**GOAL OF THE EXERCISE**
Count all lines holding "node" in the data below and say the number, nothing more.

**THE DATA**
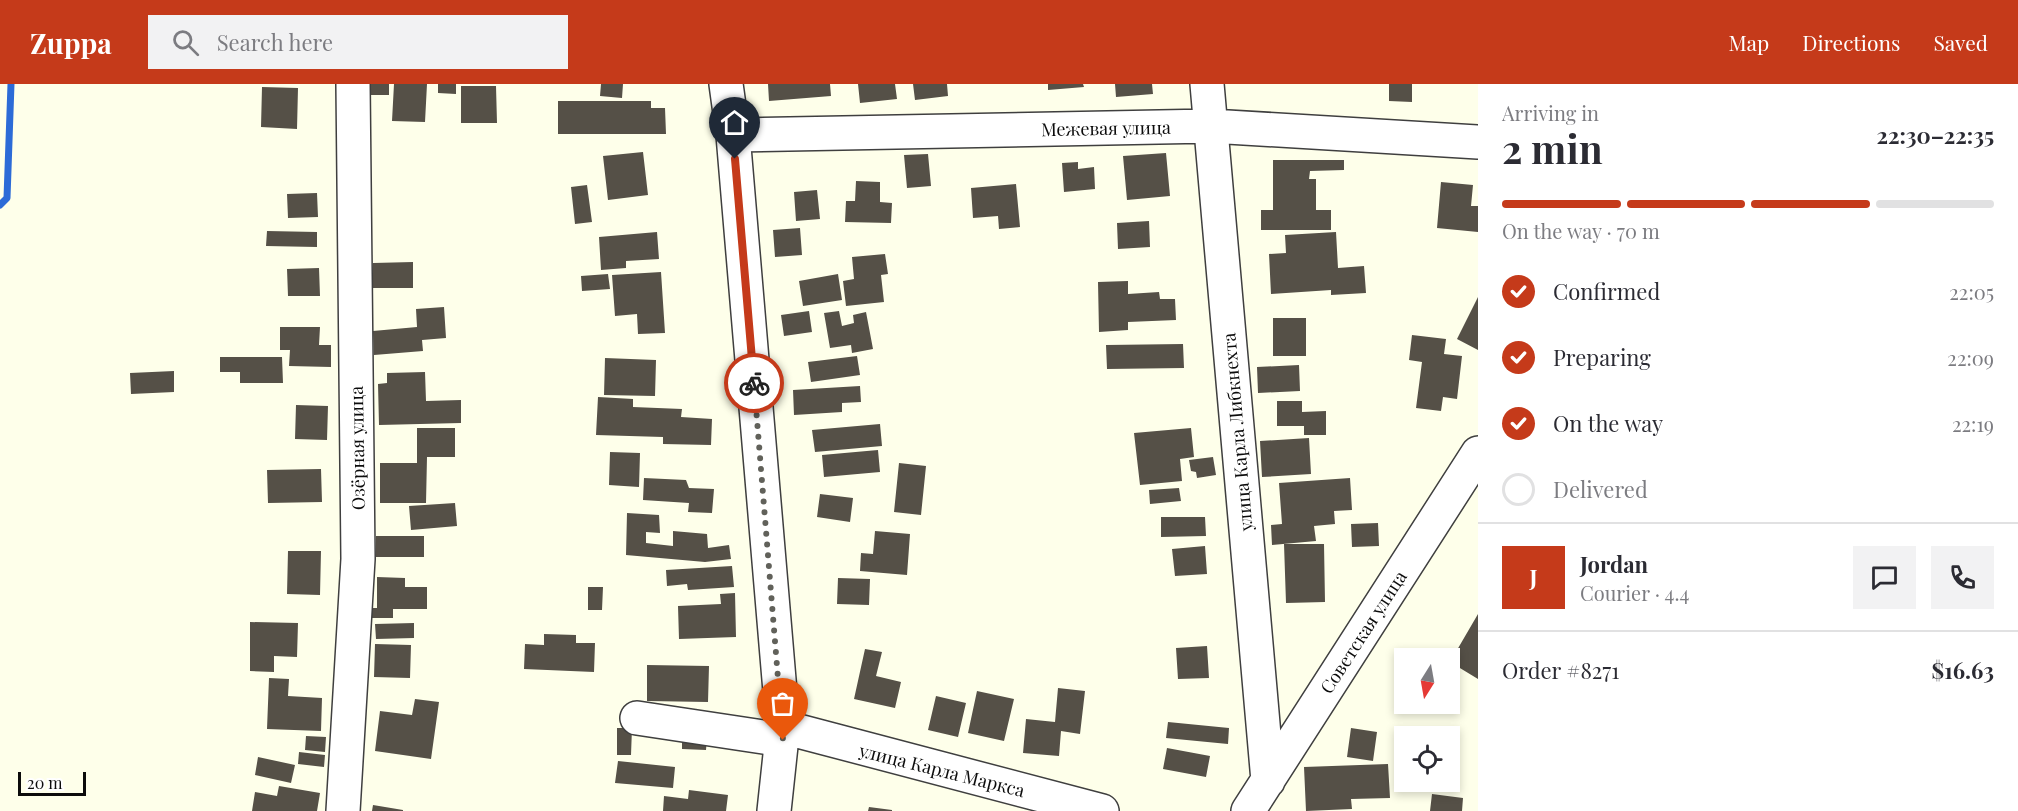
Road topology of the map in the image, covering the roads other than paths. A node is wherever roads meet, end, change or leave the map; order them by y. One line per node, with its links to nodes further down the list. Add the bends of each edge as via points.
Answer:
1 (353, 84): 11 (street, Озёрная улица, via 358,559)
2 (726, 84): 5 (street)
3 (1207, 84): 4 (street, улица Карла Либкнехта)
4 (1211, 126): 5 (street, Межевая улица); 6 (street, Межевая улица); 10 (street, улица Карла Либкнехта)
5 (733, 135): 9 (street)
6 (1478, 142)
7 (1475, 464): 10 (street, Советская улица)
8 (637, 718): 9 (street, улица Карла Маркса)
9 (783, 733): 12 (street); 13 (street, улица Карла Маркса)
10 (1268, 781): 14 (street, Советская улица)
11 (343, 811)
12 (774, 811)
13 (1102, 811)
14 (1248, 811)

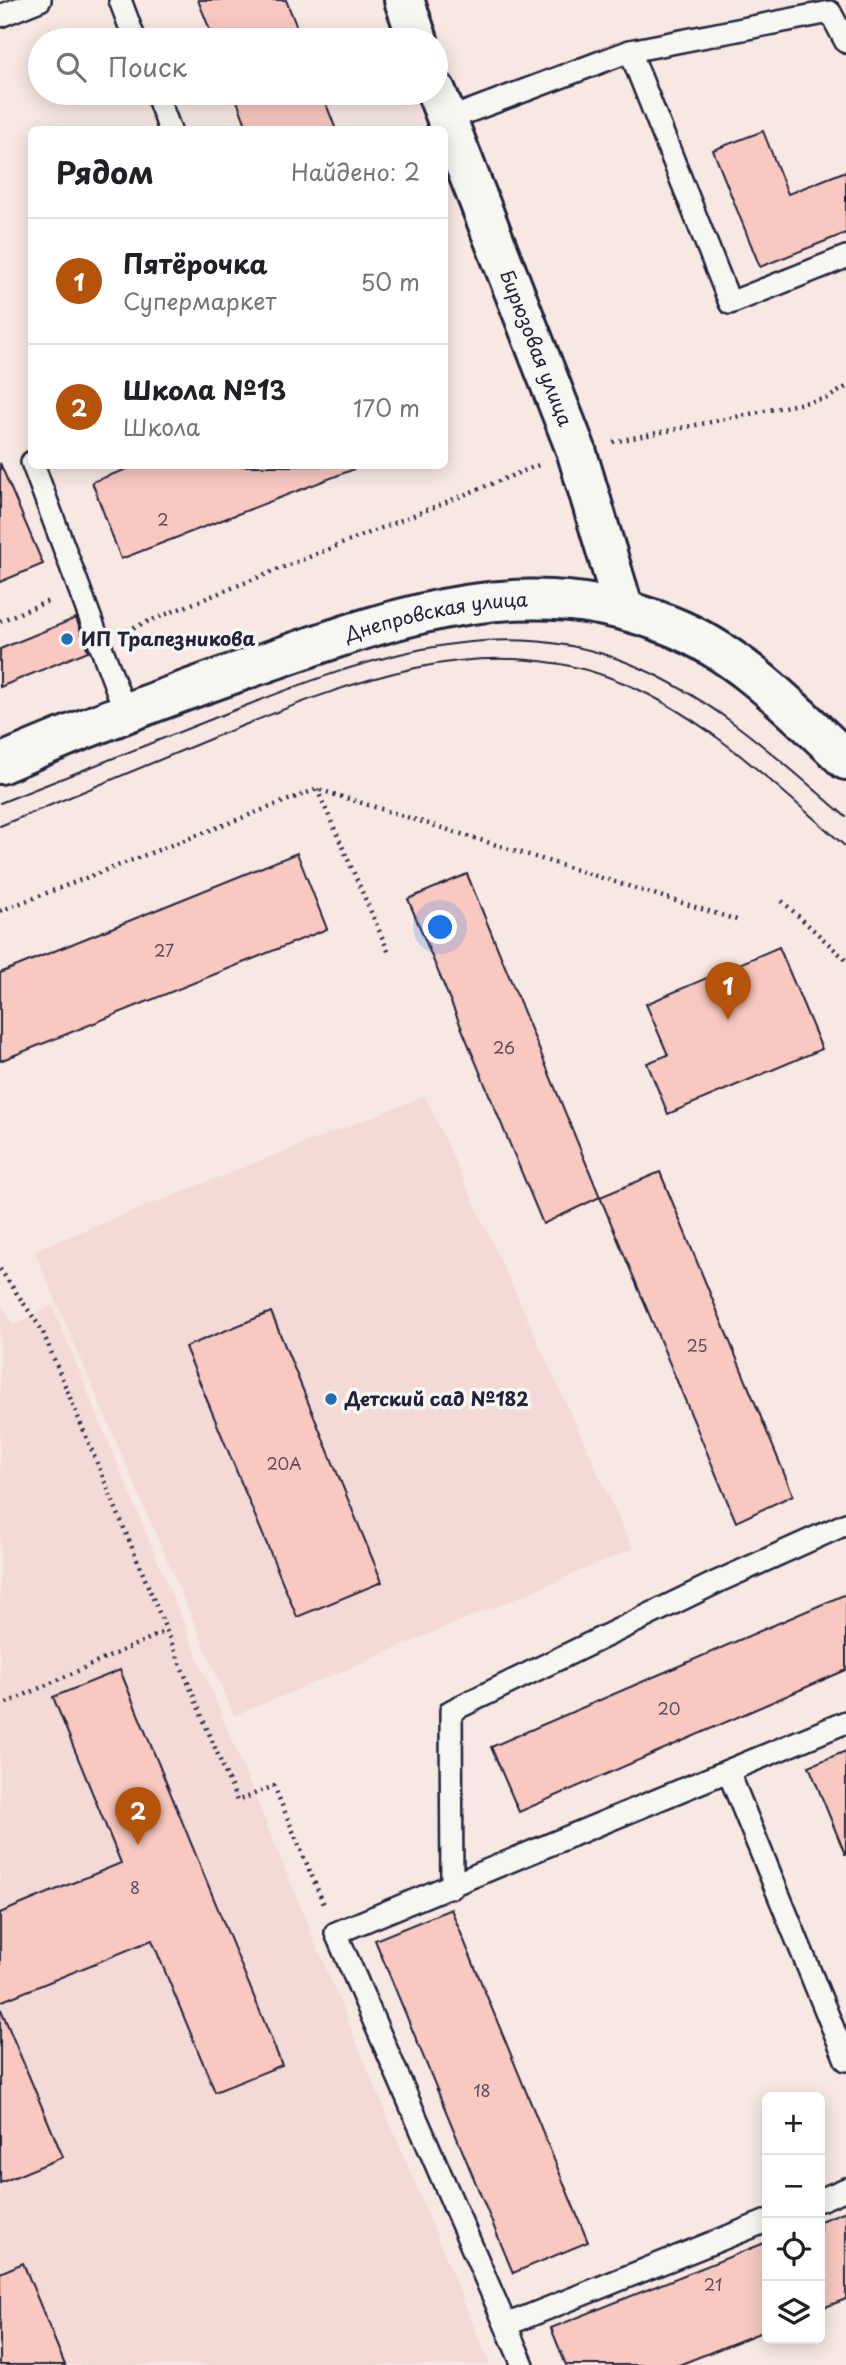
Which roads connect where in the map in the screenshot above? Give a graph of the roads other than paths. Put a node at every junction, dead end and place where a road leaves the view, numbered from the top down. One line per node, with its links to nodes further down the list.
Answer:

**THE COMPLETED TASK**
2